Required work - Among the records, how many lines carry the string "Education"? Give that number with nothing added.
──────── Data records ────────
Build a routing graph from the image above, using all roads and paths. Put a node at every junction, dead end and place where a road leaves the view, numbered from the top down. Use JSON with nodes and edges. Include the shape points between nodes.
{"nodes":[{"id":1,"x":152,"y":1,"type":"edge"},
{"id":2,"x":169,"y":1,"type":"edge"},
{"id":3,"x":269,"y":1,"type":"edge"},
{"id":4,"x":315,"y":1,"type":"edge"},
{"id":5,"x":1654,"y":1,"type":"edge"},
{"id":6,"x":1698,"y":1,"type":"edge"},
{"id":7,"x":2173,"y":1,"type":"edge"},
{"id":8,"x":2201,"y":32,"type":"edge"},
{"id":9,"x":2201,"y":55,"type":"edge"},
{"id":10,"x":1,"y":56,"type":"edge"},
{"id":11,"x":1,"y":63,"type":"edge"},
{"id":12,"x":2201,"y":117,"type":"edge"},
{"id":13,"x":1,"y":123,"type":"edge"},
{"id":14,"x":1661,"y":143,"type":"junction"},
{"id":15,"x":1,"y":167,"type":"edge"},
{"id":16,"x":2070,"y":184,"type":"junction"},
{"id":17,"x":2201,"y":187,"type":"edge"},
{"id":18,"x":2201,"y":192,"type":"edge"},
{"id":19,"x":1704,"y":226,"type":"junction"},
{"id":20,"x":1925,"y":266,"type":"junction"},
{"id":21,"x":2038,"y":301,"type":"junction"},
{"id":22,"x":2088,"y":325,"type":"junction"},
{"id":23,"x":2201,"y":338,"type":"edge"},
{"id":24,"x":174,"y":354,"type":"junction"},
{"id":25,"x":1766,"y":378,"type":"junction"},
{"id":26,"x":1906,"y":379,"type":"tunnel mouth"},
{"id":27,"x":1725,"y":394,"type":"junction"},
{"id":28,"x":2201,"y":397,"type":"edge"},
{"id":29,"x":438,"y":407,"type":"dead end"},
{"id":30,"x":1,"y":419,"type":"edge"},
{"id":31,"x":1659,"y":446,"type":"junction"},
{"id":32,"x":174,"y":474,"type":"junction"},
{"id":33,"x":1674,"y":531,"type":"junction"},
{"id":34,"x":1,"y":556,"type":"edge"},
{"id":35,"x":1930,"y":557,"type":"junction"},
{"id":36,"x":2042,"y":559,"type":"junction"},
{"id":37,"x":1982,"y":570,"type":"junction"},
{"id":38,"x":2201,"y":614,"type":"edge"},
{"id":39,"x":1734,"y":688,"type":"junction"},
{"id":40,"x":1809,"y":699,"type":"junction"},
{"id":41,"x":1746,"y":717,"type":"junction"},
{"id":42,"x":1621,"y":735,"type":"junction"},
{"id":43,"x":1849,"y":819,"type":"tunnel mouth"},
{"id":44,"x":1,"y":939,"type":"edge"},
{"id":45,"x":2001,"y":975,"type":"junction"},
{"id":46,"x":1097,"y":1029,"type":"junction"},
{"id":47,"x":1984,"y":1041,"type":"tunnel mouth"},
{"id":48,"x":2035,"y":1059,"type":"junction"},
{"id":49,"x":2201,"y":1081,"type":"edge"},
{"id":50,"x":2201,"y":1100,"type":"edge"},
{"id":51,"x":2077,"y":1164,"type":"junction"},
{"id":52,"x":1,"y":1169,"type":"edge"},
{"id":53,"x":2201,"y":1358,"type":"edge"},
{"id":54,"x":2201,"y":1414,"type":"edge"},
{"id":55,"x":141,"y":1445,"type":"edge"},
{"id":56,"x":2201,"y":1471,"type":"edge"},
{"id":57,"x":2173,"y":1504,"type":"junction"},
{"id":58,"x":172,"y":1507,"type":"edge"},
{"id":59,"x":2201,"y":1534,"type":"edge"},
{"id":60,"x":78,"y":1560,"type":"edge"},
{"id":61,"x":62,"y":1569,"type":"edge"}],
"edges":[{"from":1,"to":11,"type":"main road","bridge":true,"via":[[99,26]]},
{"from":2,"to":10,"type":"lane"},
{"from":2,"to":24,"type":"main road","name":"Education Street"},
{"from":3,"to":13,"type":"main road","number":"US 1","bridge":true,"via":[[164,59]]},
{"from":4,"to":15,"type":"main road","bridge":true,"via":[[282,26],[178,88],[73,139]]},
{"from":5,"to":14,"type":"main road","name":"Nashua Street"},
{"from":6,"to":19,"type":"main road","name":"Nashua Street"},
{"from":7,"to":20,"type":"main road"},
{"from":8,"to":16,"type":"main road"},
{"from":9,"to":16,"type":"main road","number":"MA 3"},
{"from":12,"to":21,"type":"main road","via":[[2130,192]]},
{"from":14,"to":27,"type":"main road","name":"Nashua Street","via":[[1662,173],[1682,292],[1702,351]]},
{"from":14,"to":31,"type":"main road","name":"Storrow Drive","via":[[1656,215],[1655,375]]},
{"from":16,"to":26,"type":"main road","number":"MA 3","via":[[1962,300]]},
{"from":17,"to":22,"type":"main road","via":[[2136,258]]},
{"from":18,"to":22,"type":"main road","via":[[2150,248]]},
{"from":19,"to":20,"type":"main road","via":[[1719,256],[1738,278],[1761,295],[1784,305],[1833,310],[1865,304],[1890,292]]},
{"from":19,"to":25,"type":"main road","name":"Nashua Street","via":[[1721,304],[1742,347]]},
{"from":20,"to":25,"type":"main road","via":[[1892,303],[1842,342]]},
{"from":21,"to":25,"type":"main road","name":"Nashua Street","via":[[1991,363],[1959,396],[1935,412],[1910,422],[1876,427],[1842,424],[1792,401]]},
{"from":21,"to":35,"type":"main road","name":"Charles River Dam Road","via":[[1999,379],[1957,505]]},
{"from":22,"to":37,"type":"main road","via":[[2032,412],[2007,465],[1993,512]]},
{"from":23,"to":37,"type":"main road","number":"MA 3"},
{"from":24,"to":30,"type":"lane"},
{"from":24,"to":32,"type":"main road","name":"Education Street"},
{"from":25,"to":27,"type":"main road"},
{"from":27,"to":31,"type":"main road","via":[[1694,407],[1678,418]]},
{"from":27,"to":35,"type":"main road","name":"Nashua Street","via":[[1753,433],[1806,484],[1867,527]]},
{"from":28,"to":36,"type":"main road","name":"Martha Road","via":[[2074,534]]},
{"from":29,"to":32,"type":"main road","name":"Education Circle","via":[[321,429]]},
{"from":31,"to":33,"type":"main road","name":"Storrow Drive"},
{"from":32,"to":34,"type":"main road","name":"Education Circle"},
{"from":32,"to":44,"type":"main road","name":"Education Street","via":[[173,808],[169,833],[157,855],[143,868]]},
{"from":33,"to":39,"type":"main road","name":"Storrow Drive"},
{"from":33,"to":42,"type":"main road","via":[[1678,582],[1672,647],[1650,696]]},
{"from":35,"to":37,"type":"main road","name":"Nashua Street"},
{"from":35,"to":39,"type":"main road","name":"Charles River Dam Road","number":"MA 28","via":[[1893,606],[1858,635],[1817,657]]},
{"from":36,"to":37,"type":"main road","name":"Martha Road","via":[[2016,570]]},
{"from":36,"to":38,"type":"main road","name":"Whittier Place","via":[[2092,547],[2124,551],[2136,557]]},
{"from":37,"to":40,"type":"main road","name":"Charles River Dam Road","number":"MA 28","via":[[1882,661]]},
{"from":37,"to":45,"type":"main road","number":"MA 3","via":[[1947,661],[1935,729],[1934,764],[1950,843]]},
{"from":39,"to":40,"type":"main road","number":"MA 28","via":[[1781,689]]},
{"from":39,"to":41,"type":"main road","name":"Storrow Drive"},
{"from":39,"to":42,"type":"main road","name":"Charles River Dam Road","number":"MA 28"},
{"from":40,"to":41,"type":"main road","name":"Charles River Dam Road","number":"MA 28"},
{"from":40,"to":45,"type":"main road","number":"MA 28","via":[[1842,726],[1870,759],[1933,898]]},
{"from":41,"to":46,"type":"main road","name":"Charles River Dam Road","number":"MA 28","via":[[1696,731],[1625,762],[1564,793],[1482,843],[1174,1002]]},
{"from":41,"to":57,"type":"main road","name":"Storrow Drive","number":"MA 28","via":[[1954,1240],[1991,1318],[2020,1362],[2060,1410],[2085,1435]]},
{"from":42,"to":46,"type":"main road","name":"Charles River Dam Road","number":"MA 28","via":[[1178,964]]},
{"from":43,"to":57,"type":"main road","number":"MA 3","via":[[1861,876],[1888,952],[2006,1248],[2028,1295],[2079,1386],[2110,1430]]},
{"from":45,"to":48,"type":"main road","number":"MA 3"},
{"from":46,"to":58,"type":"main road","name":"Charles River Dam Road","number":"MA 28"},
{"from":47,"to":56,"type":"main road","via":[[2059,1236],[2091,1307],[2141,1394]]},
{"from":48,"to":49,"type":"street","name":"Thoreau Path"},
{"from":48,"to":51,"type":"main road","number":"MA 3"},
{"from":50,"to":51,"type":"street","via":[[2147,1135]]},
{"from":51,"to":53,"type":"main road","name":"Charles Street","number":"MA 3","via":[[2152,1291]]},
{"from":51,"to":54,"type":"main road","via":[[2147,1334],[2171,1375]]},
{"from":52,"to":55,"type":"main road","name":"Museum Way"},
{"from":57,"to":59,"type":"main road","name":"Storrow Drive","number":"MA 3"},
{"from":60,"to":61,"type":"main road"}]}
────────
Answer area - 5